Many personal loans – but not all – charge interest plus an upfront charge called an “origination fee.” An origination fee is income to the lender and may be characterized as the cost of setting up the loan. But it doesn’t really matter what lenders call loan costs. They can call them “hamburgers” and the result is the same – you paying money for the privilege of borrowing. The main takeaway here is to consider the total cost of financing when you compare personal loan offers.

Origination fees add to the cost of the loan. Is it better to have a lower rate and higher fees? Or pay a higher rate with lower fees? That depends on the combination, and that is why lenders must disclose the APR when they advertise an interest rate. The APR incorporates both the fees and interest, and makes it easier to compare personal loans with different rates and fees.

Here are some examples with a $4,000 loan at 10% and a four-year term. The cost can vary wildly depending on how the interest is calculated and the amount of the fees.

No-fee loans

Many borrowers look only at the interest rate when shopping for a personal loan. If the lender charges no fees, the APR and advertised or “stated” interest rate should be identical.

  • In this example the 10 percent interest rate is also a 10-percent annual percentage rate (APR).
  • The monthly payment is $101.45.
  • The loan’s total interest expense is $869.62.

Loans with origination fees

In this case we have the same loan but the lender has an up-front origination fee equal to 5% of the loan amount, or $200.

  • If we pay the $200 in cash up-front, the APR is 12.738%.
  • The monthly payment is $101.45.
  • The loan’s total interest expense is $869.62 plus $200 upfront or a total of $1,069.62.

Financing your origination fee

Maybe $200 at closing is not something we want to pay. Instead, we add it to the loan amount. Now the total debt is $4,200. The cost of borrowing increased, but we got to borrow $4,000 for our $200 fee instead of just $3,800. So the APR is slightly lower.

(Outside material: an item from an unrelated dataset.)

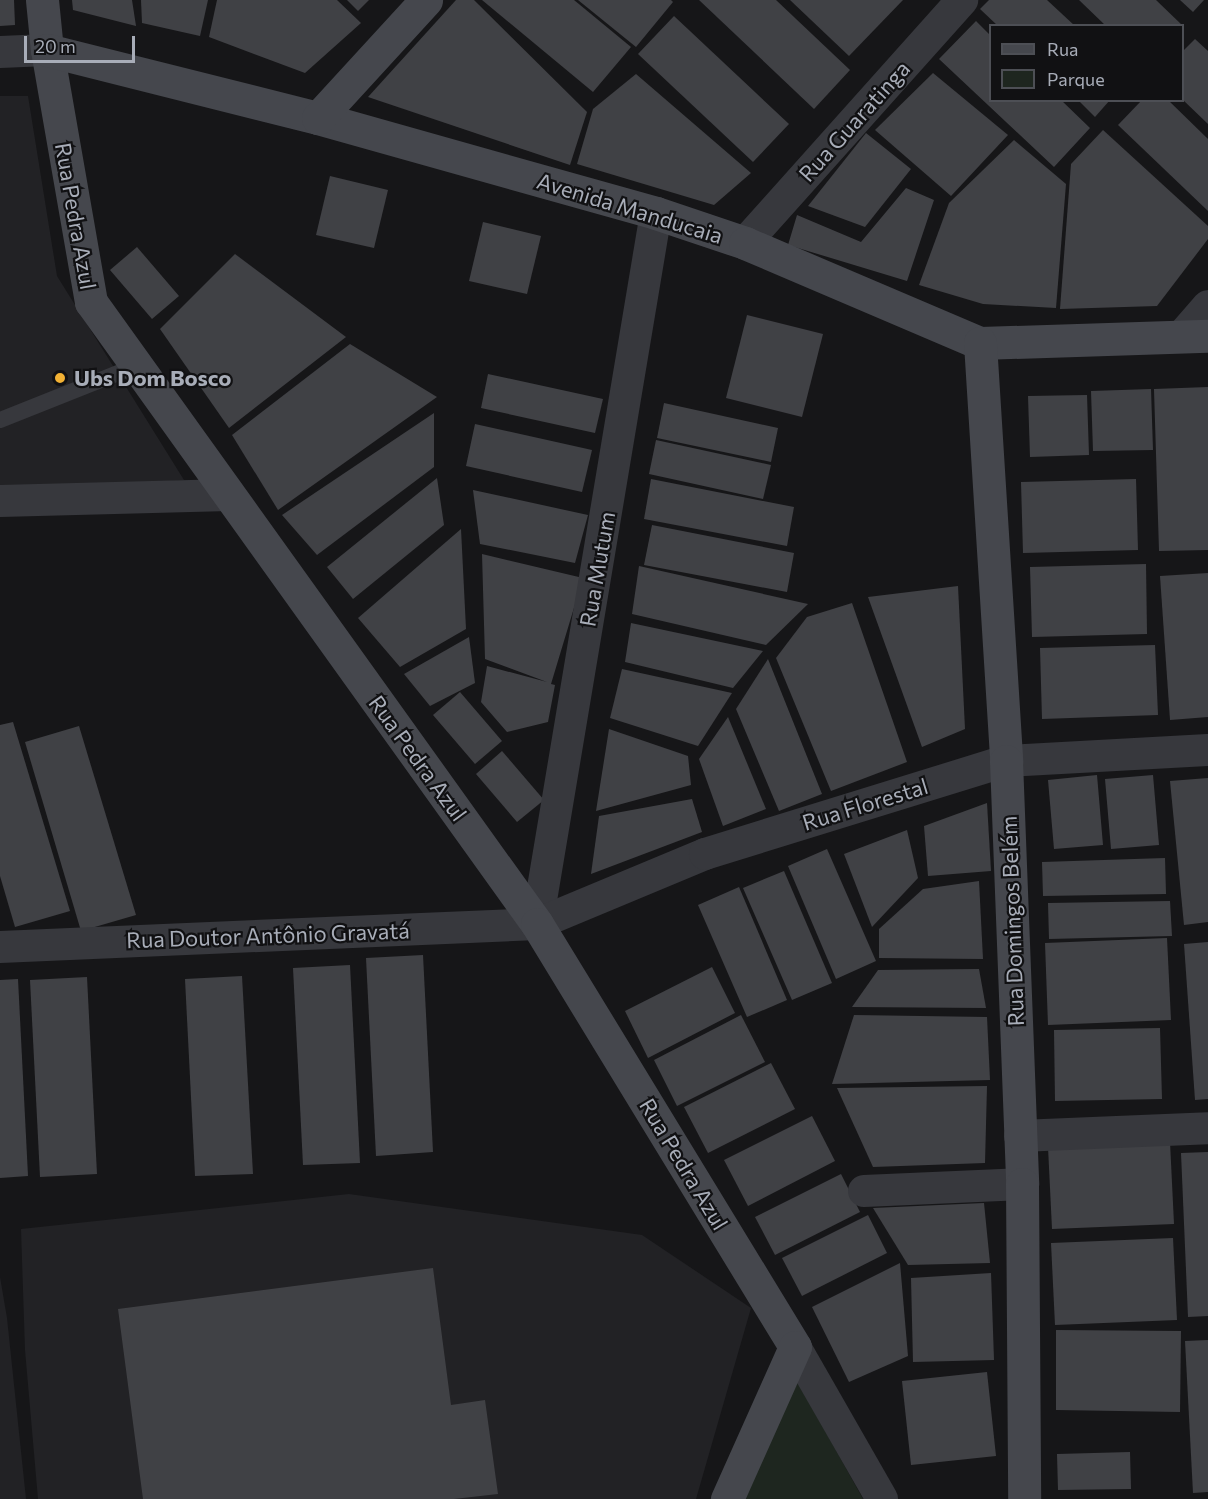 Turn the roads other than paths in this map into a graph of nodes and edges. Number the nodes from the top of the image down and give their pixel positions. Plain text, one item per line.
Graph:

  • The APR is 12.603% plus we avoided a big upfront cost.
  • The monthly payment is $106.52.
  • An extra $6.52 cents over 48 months (four years) adds $312.96 to the loan’s cost.
  • The loan’s interest expense is $1,113.10 plus the loan size was increased to $4,200. Between the interest expense ($1,113.10) and the extra principal ($200), the total cost to finance this loan is $1,313.

The role of a shorter term

Instead of four years to repay $4,000 let’s say we elect to pay off the debt in three years. The lender still wants a $200 fee, and this time, we pay it upfront.

  • Now the APR is 13.562%
  • The monthly payment is $129.07.
  • The total interest cost is $646.47.

If the fees remain the same but the loan term shortens, the APR increases. That’s because you’re spreading out the loan costs over less time. Notice that although the APR is higher, with a shorter term and bigger monthly payments, the actual interest cost for the loan is lower.

The chart below summarized the loan scenarios we have just demonstrated.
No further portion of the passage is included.